**Source data:**
===
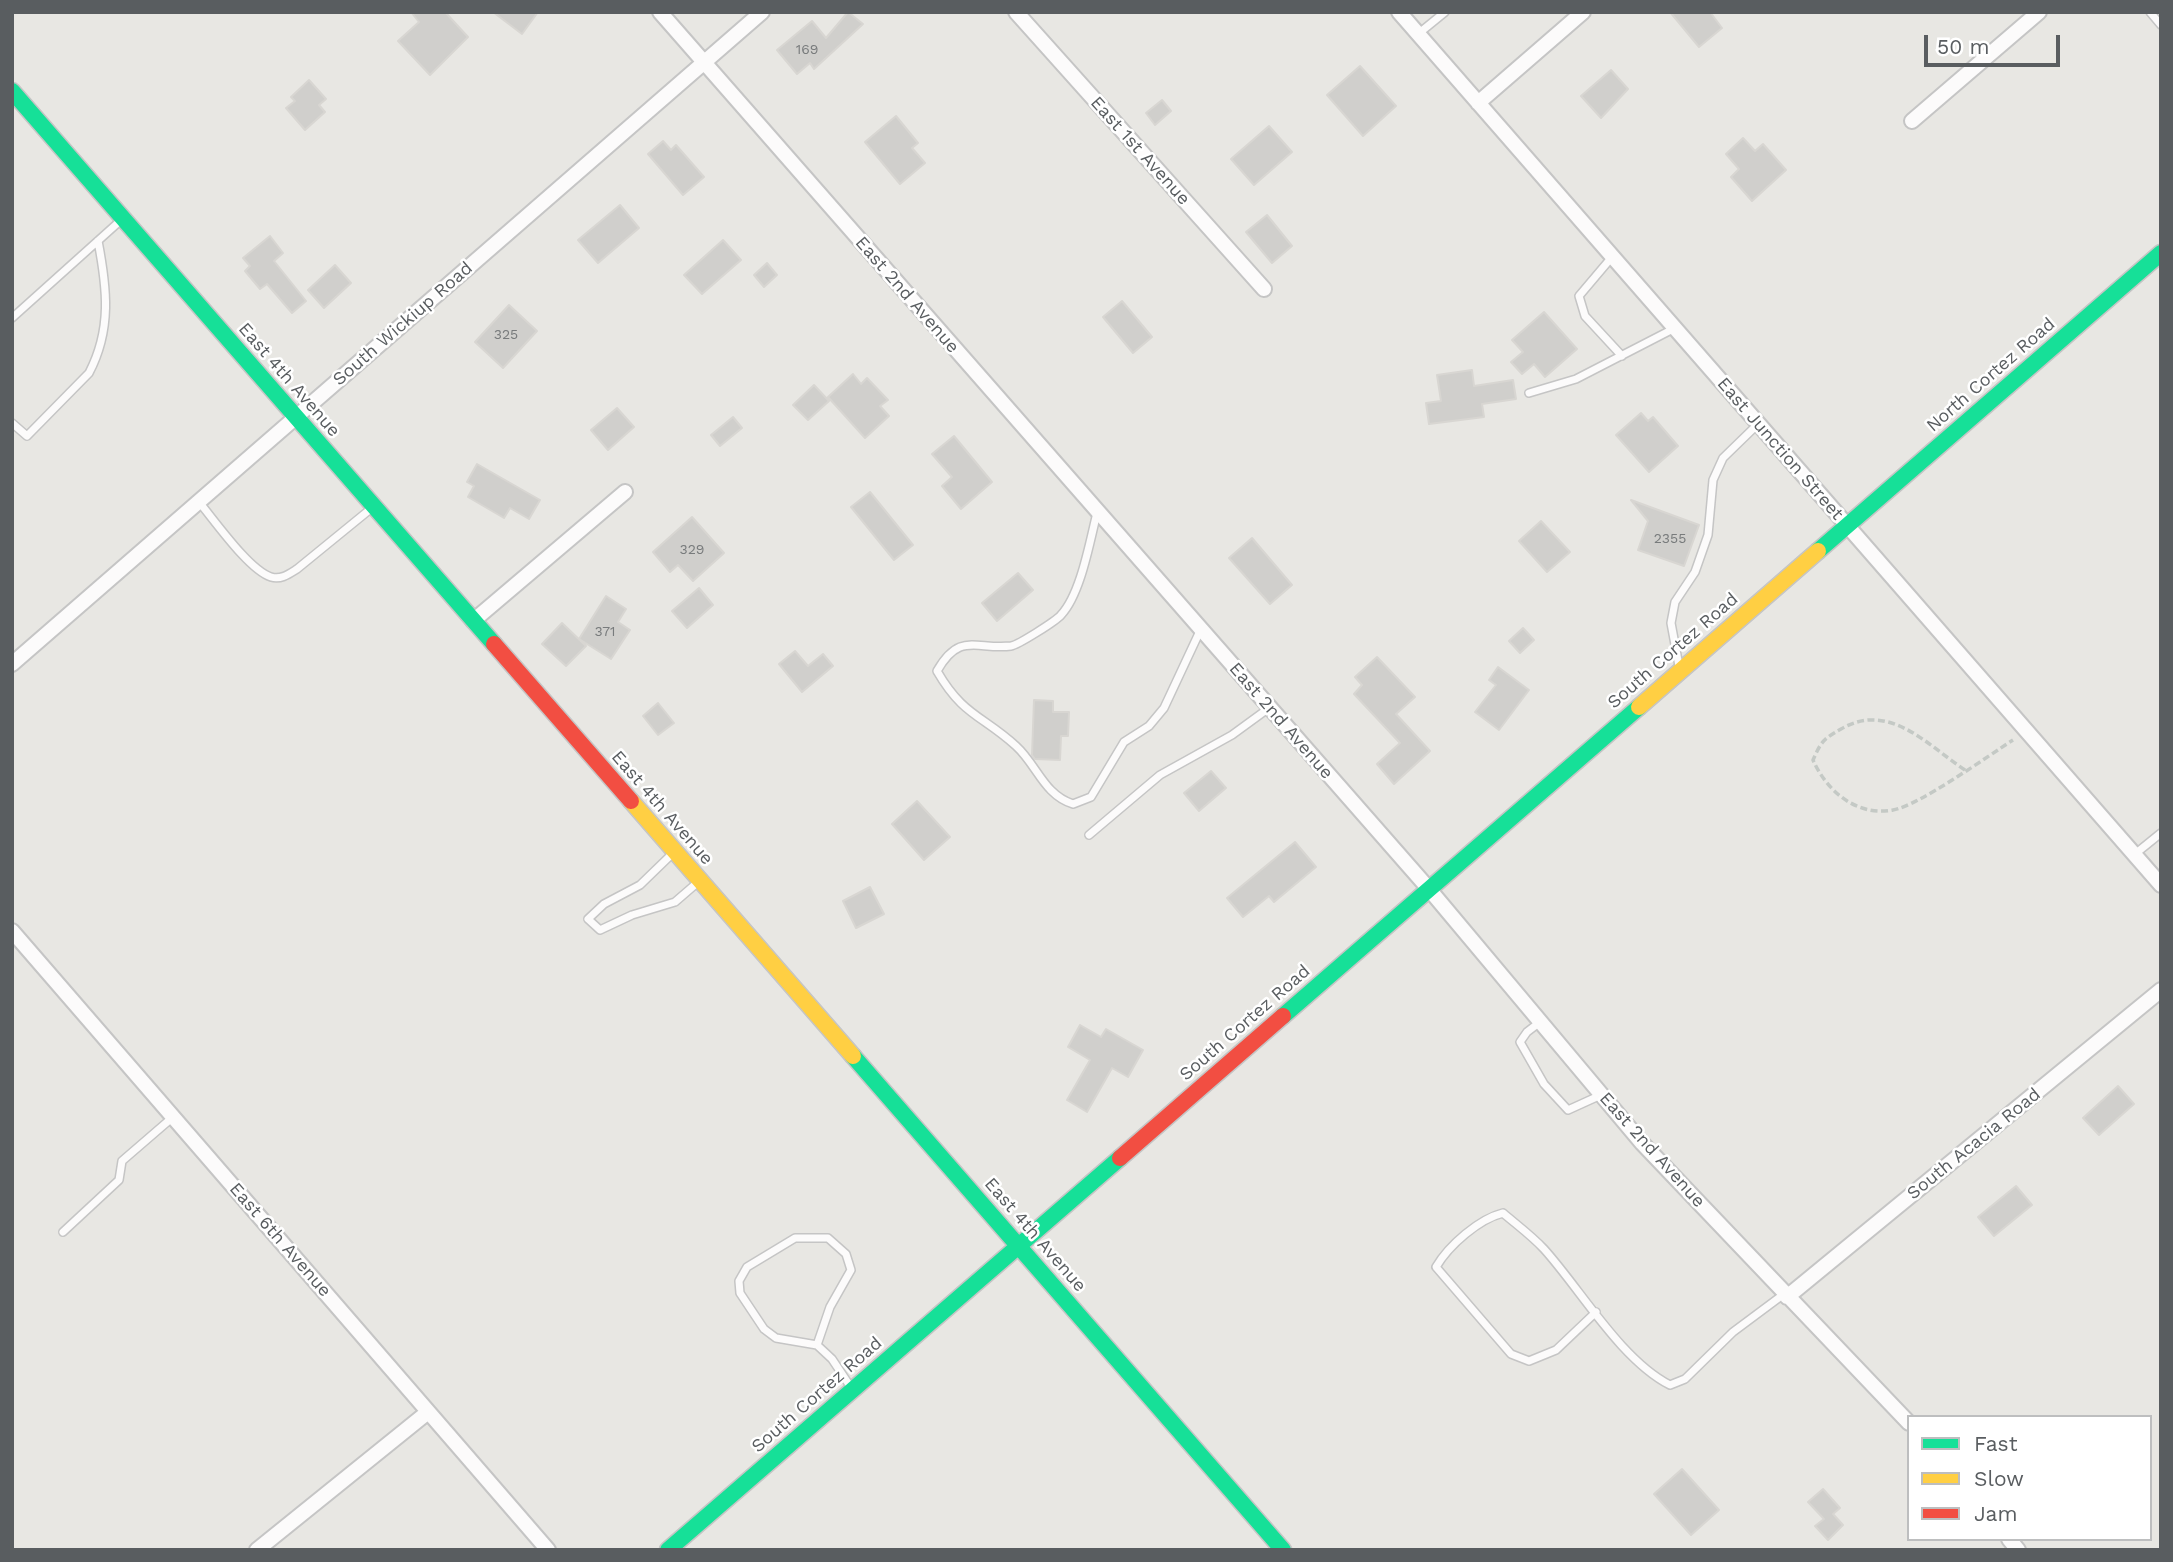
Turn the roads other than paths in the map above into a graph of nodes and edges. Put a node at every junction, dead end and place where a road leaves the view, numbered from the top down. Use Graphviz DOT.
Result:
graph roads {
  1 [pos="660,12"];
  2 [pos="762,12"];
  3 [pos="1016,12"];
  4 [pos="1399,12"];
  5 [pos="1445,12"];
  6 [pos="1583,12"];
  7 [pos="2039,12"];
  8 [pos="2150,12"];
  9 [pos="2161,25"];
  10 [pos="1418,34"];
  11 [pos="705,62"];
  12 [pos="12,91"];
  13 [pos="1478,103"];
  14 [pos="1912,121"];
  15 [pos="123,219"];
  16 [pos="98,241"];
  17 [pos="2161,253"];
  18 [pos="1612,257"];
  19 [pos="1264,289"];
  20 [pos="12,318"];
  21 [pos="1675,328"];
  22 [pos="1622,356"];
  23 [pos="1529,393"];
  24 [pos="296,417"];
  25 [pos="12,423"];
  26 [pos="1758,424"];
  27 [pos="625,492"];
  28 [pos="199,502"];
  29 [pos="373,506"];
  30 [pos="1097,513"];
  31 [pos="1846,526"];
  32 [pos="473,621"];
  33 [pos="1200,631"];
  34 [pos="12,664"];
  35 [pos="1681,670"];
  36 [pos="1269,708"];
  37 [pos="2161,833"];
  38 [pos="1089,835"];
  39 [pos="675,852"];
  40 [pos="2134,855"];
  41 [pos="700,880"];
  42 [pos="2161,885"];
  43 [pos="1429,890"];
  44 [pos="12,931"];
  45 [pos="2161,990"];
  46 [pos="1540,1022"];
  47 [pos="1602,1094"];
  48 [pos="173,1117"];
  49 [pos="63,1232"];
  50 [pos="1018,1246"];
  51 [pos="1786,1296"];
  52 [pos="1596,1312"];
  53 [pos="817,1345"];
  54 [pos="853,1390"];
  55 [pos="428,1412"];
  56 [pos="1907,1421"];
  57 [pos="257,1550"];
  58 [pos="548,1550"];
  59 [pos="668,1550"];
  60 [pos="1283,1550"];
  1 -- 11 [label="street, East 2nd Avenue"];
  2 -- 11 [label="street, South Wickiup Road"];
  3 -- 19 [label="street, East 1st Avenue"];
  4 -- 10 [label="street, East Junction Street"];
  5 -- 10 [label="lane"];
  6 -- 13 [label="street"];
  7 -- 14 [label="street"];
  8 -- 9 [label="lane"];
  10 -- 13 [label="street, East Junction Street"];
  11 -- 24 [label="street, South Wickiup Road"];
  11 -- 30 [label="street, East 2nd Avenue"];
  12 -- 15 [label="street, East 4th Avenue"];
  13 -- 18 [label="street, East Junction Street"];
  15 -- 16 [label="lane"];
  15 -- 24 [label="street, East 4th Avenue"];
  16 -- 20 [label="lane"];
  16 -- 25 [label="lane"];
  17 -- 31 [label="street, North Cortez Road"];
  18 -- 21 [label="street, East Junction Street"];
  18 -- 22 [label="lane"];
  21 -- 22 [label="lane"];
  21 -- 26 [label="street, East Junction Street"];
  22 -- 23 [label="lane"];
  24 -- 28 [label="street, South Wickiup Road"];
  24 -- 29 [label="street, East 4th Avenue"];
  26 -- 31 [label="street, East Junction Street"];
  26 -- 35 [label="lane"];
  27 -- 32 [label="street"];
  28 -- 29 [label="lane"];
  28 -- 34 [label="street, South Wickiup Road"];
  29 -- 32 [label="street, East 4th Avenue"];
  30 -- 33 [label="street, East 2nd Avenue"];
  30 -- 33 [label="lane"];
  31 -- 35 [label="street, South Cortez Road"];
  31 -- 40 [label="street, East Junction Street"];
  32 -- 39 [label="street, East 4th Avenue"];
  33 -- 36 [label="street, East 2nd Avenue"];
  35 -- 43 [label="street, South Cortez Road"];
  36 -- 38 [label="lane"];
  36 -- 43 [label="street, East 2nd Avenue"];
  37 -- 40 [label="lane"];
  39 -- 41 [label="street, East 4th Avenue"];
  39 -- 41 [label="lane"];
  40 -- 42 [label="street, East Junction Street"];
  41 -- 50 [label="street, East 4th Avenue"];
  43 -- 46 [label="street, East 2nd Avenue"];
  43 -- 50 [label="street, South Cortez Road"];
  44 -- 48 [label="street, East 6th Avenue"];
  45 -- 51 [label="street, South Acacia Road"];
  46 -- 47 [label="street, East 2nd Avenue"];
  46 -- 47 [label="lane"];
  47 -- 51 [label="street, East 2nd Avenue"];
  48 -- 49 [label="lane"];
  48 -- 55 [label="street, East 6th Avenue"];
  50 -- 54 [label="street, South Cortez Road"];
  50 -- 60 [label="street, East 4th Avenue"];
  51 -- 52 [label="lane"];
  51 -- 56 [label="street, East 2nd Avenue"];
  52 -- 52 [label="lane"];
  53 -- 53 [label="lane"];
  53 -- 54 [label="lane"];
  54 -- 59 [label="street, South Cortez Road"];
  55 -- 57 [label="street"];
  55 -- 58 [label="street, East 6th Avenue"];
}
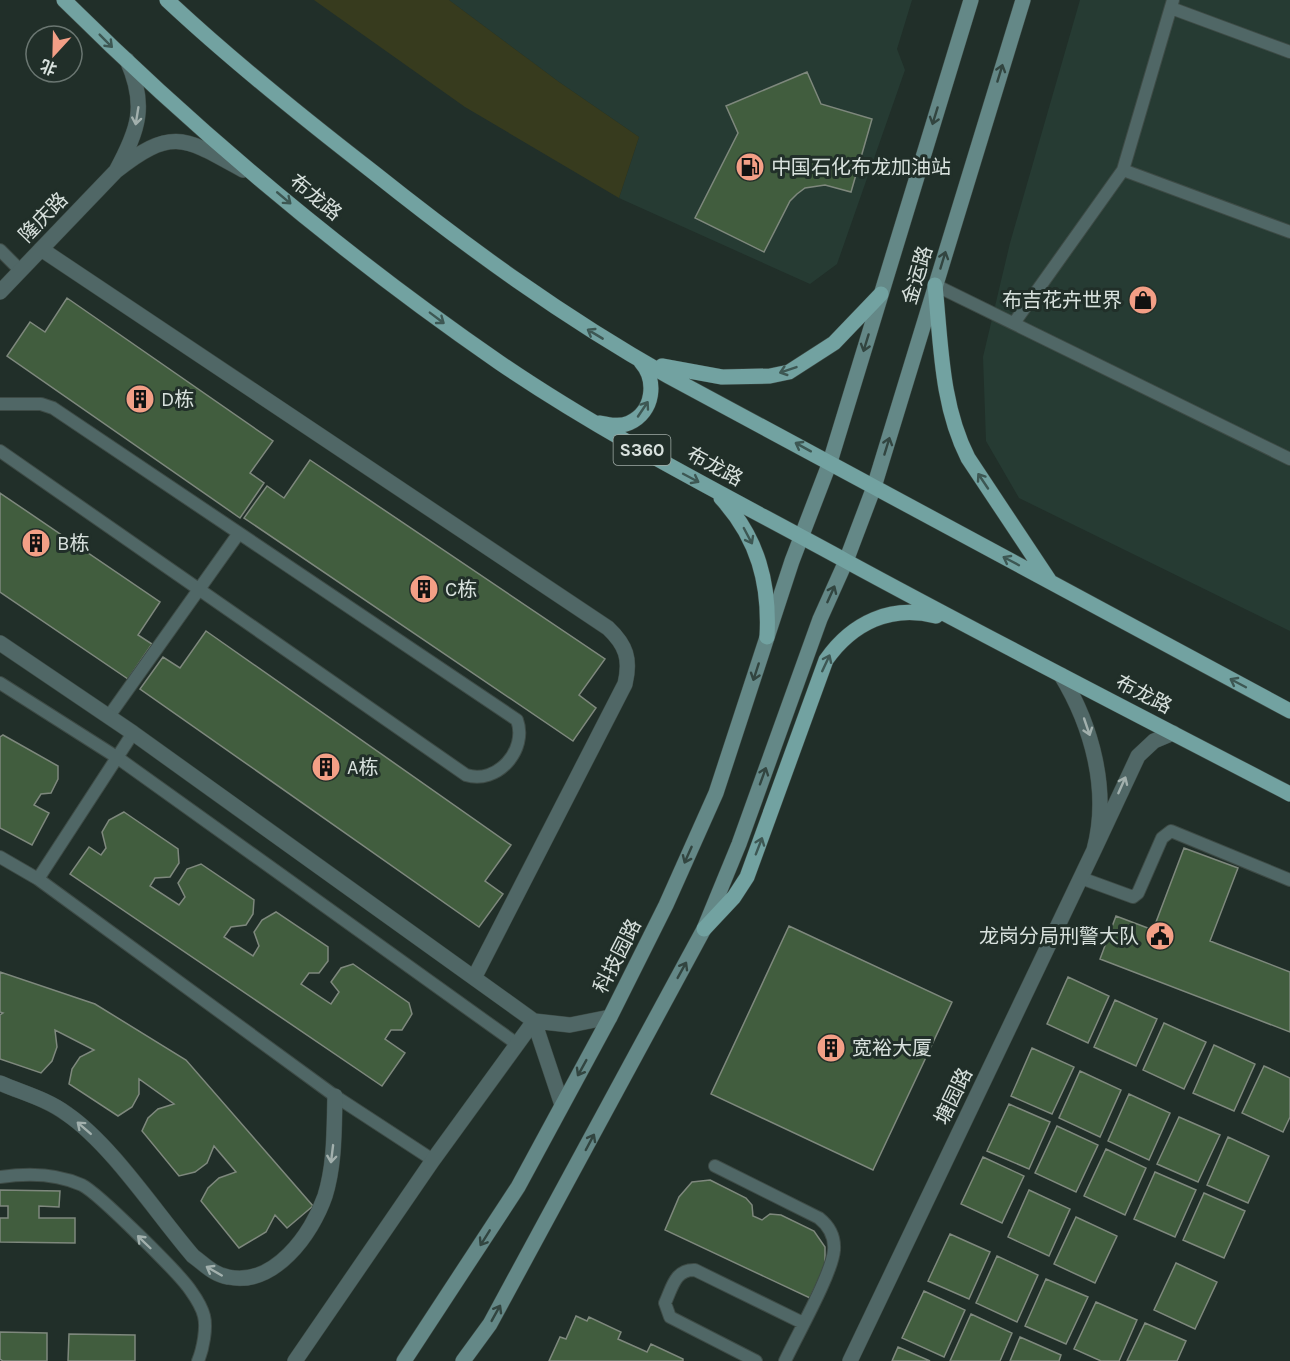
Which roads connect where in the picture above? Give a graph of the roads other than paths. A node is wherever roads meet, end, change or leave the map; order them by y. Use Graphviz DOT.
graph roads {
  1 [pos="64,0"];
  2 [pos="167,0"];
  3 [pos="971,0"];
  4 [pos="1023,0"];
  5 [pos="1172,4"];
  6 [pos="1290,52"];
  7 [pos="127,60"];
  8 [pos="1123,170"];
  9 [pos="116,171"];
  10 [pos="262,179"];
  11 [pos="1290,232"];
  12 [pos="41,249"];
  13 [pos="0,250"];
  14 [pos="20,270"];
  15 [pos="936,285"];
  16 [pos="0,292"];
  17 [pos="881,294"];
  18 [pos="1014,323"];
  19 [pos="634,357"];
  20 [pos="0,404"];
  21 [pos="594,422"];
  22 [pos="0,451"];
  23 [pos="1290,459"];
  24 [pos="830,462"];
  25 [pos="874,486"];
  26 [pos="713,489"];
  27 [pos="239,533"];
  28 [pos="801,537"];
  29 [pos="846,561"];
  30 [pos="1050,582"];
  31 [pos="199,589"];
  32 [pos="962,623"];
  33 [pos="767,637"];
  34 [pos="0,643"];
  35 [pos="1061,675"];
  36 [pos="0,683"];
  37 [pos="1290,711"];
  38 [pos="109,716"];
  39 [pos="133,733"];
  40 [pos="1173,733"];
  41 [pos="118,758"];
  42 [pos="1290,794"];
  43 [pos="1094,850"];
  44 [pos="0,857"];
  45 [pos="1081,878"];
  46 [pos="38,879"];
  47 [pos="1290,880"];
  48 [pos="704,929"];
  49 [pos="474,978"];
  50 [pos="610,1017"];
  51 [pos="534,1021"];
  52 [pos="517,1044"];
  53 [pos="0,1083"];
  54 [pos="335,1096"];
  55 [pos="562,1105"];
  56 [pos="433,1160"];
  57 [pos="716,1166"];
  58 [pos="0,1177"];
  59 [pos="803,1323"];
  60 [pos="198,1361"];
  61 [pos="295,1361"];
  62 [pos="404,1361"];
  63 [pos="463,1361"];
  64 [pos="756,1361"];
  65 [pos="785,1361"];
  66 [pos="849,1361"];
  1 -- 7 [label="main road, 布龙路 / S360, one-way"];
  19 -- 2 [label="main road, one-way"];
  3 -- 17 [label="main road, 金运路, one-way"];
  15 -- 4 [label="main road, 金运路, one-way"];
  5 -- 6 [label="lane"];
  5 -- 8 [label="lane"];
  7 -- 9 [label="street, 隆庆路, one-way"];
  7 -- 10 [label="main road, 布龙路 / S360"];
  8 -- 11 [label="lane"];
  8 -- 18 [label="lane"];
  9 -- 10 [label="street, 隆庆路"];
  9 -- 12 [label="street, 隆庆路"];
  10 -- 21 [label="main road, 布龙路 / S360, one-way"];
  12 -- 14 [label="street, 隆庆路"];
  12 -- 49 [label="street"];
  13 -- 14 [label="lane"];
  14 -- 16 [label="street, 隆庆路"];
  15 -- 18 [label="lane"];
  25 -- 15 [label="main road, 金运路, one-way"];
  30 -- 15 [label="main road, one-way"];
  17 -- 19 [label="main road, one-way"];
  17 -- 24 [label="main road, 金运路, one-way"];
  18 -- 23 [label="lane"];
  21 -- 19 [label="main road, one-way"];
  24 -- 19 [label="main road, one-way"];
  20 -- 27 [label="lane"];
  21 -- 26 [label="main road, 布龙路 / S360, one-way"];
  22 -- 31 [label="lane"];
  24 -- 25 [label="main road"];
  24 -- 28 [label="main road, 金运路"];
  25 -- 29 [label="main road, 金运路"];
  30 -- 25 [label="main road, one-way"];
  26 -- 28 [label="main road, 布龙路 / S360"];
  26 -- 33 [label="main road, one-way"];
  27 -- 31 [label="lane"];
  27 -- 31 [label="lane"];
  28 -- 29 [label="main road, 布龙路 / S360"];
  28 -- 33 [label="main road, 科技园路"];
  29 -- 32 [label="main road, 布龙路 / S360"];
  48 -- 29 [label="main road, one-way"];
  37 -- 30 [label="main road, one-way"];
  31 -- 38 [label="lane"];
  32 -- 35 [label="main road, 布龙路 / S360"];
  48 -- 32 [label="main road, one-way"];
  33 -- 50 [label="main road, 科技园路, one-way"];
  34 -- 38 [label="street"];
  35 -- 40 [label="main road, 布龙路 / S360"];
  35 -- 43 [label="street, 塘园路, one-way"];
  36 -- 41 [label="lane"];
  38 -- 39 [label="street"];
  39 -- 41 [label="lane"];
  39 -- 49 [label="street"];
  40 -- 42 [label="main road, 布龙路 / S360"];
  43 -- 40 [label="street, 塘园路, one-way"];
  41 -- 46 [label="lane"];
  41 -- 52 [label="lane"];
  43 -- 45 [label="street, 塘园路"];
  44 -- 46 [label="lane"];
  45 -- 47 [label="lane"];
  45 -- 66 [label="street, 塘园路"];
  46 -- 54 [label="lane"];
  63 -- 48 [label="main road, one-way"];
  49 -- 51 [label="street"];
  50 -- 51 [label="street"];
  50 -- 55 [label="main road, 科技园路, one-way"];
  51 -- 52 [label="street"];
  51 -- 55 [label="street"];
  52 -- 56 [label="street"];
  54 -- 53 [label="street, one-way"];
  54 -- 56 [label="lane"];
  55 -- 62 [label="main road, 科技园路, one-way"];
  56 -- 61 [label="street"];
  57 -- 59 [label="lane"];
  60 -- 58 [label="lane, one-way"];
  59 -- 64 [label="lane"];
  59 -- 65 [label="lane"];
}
===
**What you will do:** Identify each line in the records above that contains the word "Cortez", and copy it out in full.

**Solution for this task:**
  17 -- 31 [label="street, North Cortez Road"];
  31 -- 35 [label="street, South Cortez Road"];
  35 -- 43 [label="street, South Cortez Road"];
  43 -- 50 [label="street, South Cortez Road"];
  50 -- 54 [label="street, South Cortez Road"];
  54 -- 59 [label="street, South Cortez Road"];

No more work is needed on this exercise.